Items from a data source:
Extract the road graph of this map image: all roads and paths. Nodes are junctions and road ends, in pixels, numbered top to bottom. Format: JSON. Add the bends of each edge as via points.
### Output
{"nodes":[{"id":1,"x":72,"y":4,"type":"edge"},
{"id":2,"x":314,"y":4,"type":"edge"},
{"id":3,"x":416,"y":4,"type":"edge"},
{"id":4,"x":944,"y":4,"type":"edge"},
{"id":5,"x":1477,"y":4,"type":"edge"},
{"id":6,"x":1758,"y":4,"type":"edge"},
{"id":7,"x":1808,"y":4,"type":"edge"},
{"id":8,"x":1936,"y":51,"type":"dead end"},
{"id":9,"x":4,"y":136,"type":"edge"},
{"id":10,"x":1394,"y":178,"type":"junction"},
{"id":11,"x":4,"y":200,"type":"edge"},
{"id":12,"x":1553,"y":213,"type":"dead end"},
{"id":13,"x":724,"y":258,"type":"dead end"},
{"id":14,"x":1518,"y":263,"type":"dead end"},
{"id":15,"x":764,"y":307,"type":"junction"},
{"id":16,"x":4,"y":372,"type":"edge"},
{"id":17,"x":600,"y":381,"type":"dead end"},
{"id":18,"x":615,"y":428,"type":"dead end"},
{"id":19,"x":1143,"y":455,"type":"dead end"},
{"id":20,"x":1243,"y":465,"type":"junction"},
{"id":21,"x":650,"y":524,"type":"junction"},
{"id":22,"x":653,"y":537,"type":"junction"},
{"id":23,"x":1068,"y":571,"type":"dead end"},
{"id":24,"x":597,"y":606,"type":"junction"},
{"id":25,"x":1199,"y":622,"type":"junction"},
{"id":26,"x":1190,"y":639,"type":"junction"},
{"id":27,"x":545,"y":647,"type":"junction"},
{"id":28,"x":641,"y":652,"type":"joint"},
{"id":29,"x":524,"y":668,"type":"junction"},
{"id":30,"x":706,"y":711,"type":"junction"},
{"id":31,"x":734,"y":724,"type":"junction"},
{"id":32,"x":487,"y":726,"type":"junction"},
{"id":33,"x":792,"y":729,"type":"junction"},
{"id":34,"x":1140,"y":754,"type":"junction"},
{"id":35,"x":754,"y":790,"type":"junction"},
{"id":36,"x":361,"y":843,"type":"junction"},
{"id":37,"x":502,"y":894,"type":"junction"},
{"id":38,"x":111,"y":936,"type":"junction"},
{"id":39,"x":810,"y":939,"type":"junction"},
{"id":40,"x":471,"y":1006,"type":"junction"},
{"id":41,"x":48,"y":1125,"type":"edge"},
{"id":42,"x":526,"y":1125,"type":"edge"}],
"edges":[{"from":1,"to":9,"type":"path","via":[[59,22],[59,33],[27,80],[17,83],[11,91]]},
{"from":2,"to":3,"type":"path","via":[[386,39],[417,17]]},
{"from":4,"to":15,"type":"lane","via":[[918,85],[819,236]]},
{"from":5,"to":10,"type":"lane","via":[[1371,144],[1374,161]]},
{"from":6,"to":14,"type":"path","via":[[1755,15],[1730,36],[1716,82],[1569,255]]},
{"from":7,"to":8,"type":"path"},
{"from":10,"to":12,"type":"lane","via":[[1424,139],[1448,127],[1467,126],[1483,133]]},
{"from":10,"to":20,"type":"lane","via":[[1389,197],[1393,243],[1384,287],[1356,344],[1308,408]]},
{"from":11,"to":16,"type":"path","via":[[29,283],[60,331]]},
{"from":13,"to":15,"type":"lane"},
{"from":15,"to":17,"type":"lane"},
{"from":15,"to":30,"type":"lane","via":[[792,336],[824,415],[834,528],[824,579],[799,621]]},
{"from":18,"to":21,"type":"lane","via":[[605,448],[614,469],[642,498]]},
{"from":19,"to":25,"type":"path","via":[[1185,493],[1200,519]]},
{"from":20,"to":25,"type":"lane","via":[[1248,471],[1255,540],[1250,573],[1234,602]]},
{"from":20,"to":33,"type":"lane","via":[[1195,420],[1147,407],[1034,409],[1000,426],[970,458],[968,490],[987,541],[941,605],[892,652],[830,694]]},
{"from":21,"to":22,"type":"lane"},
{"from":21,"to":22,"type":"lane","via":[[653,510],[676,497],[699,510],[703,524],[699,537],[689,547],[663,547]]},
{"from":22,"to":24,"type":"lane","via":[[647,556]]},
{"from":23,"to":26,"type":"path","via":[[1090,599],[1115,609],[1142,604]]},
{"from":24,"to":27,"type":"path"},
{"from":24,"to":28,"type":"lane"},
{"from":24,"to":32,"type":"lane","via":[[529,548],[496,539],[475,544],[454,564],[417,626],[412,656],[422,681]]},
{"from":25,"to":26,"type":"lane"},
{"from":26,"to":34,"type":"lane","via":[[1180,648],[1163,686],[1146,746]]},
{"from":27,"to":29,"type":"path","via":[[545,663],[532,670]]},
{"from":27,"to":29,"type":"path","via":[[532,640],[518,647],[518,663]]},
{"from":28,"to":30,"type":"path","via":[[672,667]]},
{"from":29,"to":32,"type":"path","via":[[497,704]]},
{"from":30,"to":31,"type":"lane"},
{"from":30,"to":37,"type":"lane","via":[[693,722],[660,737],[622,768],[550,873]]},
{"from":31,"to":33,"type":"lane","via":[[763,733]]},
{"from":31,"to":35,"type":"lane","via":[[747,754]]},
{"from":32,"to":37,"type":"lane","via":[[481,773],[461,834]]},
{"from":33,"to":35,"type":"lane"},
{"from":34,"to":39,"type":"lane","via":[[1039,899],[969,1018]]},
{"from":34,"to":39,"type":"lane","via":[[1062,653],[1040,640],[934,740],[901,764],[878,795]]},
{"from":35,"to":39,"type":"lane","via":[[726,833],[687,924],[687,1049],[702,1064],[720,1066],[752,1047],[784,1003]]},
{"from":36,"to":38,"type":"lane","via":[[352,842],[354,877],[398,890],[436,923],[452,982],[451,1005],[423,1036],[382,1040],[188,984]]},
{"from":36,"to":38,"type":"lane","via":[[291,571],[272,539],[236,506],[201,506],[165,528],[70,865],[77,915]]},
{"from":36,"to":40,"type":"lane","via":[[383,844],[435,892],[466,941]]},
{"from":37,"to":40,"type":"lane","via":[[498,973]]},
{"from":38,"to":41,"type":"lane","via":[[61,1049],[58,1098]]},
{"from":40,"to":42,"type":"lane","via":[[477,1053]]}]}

▸ TASK INSTRUCTIONS: The task requires each record above to be restated exactly.

▸ ANSWER FOR THIS EXERCISE:
Extract the road graph of this map image: all roads and paths. Nodes are junctions and road ends, in pixels, numbered top to bottom. Format: JSON. Add the bends of each edge as via points.
### Output
{"nodes":[{"id":1,"x":72,"y":4,"type":"edge"},
{"id":2,"x":314,"y":4,"type":"edge"},
{"id":3,"x":416,"y":4,"type":"edge"},
{"id":4,"x":944,"y":4,"type":"edge"},
{"id":5,"x":1477,"y":4,"type":"edge"},
{"id":6,"x":1758,"y":4,"type":"edge"},
{"id":7,"x":1808,"y":4,"type":"edge"},
{"id":8,"x":1936,"y":51,"type":"dead end"},
{"id":9,"x":4,"y":136,"type":"edge"},
{"id":10,"x":1394,"y":178,"type":"junction"},
{"id":11,"x":4,"y":200,"type":"edge"},
{"id":12,"x":1553,"y":213,"type":"dead end"},
{"id":13,"x":724,"y":258,"type":"dead end"},
{"id":14,"x":1518,"y":263,"type":"dead end"},
{"id":15,"x":764,"y":307,"type":"junction"},
{"id":16,"x":4,"y":372,"type":"edge"},
{"id":17,"x":600,"y":381,"type":"dead end"},
{"id":18,"x":615,"y":428,"type":"dead end"},
{"id":19,"x":1143,"y":455,"type":"dead end"},
{"id":20,"x":1243,"y":465,"type":"junction"},
{"id":21,"x":650,"y":524,"type":"junction"},
{"id":22,"x":653,"y":537,"type":"junction"},
{"id":23,"x":1068,"y":571,"type":"dead end"},
{"id":24,"x":597,"y":606,"type":"junction"},
{"id":25,"x":1199,"y":622,"type":"junction"},
{"id":26,"x":1190,"y":639,"type":"junction"},
{"id":27,"x":545,"y":647,"type":"junction"},
{"id":28,"x":641,"y":652,"type":"joint"},
{"id":29,"x":524,"y":668,"type":"junction"},
{"id":30,"x":706,"y":711,"type":"junction"},
{"id":31,"x":734,"y":724,"type":"junction"},
{"id":32,"x":487,"y":726,"type":"junction"},
{"id":33,"x":792,"y":729,"type":"junction"},
{"id":34,"x":1140,"y":754,"type":"junction"},
{"id":35,"x":754,"y":790,"type":"junction"},
{"id":36,"x":361,"y":843,"type":"junction"},
{"id":37,"x":502,"y":894,"type":"junction"},
{"id":38,"x":111,"y":936,"type":"junction"},
{"id":39,"x":810,"y":939,"type":"junction"},
{"id":40,"x":471,"y":1006,"type":"junction"},
{"id":41,"x":48,"y":1125,"type":"edge"},
{"id":42,"x":526,"y":1125,"type":"edge"}],
"edges":[{"from":1,"to":9,"type":"path","via":[[59,22],[59,33],[27,80],[17,83],[11,91]]},
{"from":2,"to":3,"type":"path","via":[[386,39],[417,17]]},
{"from":4,"to":15,"type":"lane","via":[[918,85],[819,236]]},
{"from":5,"to":10,"type":"lane","via":[[1371,144],[1374,161]]},
{"from":6,"to":14,"type":"path","via":[[1755,15],[1730,36],[1716,82],[1569,255]]},
{"from":7,"to":8,"type":"path"},
{"from":10,"to":12,"type":"lane","via":[[1424,139],[1448,127],[1467,126],[1483,133]]},
{"from":10,"to":20,"type":"lane","via":[[1389,197],[1393,243],[1384,287],[1356,344],[1308,408]]},
{"from":11,"to":16,"type":"path","via":[[29,283],[60,331]]},
{"from":13,"to":15,"type":"lane"},
{"from":15,"to":17,"type":"lane"},
{"from":15,"to":30,"type":"lane","via":[[792,336],[824,415],[834,528],[824,579],[799,621]]},
{"from":18,"to":21,"type":"lane","via":[[605,448],[614,469],[642,498]]},
{"from":19,"to":25,"type":"path","via":[[1185,493],[1200,519]]},
{"from":20,"to":25,"type":"lane","via":[[1248,471],[1255,540],[1250,573],[1234,602]]},
{"from":20,"to":33,"type":"lane","via":[[1195,420],[1147,407],[1034,409],[1000,426],[970,458],[968,490],[987,541],[941,605],[892,652],[830,694]]},
{"from":21,"to":22,"type":"lane"},
{"from":21,"to":22,"type":"lane","via":[[653,510],[676,497],[699,510],[703,524],[699,537],[689,547],[663,547]]},
{"from":22,"to":24,"type":"lane","via":[[647,556]]},
{"from":23,"to":26,"type":"path","via":[[1090,599],[1115,609],[1142,604]]},
{"from":24,"to":27,"type":"path"},
{"from":24,"to":28,"type":"lane"},
{"from":24,"to":32,"type":"lane","via":[[529,548],[496,539],[475,544],[454,564],[417,626],[412,656],[422,681]]},
{"from":25,"to":26,"type":"lane"},
{"from":26,"to":34,"type":"lane","via":[[1180,648],[1163,686],[1146,746]]},
{"from":27,"to":29,"type":"path","via":[[545,663],[532,670]]},
{"from":27,"to":29,"type":"path","via":[[532,640],[518,647],[518,663]]},
{"from":28,"to":30,"type":"path","via":[[672,667]]},
{"from":29,"to":32,"type":"path","via":[[497,704]]},
{"from":30,"to":31,"type":"lane"},
{"from":30,"to":37,"type":"lane","via":[[693,722],[660,737],[622,768],[550,873]]},
{"from":31,"to":33,"type":"lane","via":[[763,733]]},
{"from":31,"to":35,"type":"lane","via":[[747,754]]},
{"from":32,"to":37,"type":"lane","via":[[481,773],[461,834]]},
{"from":33,"to":35,"type":"lane"},
{"from":34,"to":39,"type":"lane","via":[[1039,899],[969,1018]]},
{"from":34,"to":39,"type":"lane","via":[[1062,653],[1040,640],[934,740],[901,764],[878,795]]},
{"from":35,"to":39,"type":"lane","via":[[726,833],[687,924],[687,1049],[702,1064],[720,1066],[752,1047],[784,1003]]},
{"from":36,"to":38,"type":"lane","via":[[352,842],[354,877],[398,890],[436,923],[452,982],[451,1005],[423,1036],[382,1040],[188,984]]},
{"from":36,"to":38,"type":"lane","via":[[291,571],[272,539],[236,506],[201,506],[165,528],[70,865],[77,915]]},
{"from":36,"to":40,"type":"lane","via":[[383,844],[435,892],[466,941]]},
{"from":37,"to":40,"type":"lane","via":[[498,973]]},
{"from":38,"to":41,"type":"lane","via":[[61,1049],[58,1098]]},
{"from":40,"to":42,"type":"lane","via":[[477,1053]]}]}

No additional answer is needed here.